▶ _Records for this exercise_
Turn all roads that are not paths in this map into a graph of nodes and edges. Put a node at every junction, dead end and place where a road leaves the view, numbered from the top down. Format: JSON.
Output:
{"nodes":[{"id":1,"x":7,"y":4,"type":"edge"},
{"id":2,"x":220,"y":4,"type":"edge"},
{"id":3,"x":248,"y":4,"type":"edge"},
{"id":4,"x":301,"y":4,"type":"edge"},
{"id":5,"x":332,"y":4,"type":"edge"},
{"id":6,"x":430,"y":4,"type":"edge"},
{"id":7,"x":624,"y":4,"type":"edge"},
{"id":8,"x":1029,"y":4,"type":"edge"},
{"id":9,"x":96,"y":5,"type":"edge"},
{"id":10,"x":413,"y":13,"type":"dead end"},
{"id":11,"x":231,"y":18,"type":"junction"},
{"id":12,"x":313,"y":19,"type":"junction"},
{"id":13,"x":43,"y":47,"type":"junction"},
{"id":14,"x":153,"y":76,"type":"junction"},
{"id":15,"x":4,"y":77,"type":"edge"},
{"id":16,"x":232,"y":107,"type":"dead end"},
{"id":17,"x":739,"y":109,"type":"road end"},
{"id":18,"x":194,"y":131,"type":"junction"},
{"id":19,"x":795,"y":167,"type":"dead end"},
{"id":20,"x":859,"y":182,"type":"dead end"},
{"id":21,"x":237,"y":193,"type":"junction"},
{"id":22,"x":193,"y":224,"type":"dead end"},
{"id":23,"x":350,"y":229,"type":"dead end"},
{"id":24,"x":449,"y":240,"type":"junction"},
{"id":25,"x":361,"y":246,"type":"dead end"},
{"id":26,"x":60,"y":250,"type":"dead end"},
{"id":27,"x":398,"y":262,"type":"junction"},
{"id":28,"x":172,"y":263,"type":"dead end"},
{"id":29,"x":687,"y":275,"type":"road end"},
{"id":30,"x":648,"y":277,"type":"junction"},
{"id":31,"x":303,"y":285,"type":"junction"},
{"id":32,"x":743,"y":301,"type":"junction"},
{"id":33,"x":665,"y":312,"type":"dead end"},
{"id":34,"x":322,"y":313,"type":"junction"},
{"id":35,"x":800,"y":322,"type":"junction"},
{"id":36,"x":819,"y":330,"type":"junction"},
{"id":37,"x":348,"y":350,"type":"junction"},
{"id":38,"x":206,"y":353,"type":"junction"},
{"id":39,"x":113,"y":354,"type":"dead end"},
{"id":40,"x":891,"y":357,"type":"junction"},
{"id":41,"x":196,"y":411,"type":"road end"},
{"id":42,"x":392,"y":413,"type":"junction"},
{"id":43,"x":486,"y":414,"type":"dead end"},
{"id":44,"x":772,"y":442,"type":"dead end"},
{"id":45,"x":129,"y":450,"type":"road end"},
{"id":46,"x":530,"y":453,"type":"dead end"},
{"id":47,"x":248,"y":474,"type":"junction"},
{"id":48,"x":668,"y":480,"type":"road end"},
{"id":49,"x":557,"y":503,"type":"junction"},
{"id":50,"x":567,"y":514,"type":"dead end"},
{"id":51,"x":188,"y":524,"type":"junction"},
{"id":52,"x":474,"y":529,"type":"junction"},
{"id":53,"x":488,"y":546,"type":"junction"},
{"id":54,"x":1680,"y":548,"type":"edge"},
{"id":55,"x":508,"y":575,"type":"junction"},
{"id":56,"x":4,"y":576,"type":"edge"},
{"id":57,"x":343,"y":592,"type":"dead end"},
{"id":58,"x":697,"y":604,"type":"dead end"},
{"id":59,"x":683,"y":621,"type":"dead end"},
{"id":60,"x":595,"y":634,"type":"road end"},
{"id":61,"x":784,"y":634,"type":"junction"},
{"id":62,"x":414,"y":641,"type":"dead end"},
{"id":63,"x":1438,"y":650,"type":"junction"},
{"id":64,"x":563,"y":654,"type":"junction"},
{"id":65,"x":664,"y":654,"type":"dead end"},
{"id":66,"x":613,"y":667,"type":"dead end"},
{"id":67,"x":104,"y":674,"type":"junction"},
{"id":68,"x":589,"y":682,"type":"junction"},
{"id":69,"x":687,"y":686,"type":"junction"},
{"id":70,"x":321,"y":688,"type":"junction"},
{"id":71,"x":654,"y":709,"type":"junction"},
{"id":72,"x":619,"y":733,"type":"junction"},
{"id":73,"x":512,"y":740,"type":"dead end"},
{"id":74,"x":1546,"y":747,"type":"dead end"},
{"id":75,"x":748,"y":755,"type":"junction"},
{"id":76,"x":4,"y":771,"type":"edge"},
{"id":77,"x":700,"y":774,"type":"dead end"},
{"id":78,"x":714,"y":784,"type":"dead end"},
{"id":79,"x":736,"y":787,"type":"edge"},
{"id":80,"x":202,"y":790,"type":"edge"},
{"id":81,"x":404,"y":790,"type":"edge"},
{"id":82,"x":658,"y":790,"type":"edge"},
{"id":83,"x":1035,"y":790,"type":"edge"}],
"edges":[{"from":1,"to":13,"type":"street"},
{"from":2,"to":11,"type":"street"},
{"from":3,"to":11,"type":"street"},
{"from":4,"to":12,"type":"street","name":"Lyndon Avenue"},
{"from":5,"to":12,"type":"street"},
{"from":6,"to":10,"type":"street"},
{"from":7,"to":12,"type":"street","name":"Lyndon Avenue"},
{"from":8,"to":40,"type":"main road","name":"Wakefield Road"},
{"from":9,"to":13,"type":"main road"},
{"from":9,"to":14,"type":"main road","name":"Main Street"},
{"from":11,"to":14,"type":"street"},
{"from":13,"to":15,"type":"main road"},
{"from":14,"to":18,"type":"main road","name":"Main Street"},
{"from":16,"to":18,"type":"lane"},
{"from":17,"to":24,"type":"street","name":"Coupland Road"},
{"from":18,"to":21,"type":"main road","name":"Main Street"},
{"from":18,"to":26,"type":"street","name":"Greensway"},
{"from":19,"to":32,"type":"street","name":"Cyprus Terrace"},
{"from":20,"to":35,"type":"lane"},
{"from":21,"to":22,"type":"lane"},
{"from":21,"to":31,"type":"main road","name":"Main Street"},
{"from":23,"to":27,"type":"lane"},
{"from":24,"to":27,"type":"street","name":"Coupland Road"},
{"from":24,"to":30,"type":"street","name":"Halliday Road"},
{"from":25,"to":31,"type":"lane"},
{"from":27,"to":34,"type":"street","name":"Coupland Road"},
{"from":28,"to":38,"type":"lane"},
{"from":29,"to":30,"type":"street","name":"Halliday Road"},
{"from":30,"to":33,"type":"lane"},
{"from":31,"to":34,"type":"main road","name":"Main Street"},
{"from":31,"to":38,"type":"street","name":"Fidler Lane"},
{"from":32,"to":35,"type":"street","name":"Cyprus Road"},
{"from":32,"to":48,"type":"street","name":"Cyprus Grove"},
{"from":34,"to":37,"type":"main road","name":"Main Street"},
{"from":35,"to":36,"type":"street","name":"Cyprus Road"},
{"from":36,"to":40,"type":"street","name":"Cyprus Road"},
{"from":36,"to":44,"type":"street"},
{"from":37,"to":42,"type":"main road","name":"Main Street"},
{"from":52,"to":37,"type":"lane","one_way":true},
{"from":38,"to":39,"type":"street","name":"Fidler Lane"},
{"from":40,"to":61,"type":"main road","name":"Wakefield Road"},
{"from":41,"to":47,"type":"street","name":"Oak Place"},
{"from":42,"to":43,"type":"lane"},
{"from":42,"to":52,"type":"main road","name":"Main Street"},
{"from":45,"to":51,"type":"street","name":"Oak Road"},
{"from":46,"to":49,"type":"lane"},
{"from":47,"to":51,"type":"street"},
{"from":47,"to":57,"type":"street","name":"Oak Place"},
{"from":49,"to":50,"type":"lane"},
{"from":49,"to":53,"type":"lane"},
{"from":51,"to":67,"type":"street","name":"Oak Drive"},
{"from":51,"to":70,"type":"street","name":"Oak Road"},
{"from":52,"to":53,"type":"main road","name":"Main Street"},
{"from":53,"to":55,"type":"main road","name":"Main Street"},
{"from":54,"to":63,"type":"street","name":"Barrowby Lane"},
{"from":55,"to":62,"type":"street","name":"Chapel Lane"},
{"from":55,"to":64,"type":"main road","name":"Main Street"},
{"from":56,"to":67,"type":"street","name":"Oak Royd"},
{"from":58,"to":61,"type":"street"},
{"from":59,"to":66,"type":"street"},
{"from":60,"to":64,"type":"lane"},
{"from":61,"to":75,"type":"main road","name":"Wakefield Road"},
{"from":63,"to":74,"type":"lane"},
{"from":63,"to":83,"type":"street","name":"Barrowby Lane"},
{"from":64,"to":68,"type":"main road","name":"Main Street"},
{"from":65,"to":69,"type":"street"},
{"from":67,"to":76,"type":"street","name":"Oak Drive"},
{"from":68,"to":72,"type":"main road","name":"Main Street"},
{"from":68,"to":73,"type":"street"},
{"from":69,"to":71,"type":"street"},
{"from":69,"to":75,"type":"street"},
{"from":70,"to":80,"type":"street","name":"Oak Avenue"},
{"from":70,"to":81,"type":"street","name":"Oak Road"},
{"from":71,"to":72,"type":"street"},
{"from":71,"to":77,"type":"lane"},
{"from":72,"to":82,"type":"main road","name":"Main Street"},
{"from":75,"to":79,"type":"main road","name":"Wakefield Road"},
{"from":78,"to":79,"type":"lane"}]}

▶ _What you have to do_
Pull out every line in the data above that has the word "Drive".

▶ _Answer to this exercise_
{"from":51,"to":67,"type":"street","name":"Oak Drive"},
{"from":67,"to":76,"type":"street","name":"Oak Drive"},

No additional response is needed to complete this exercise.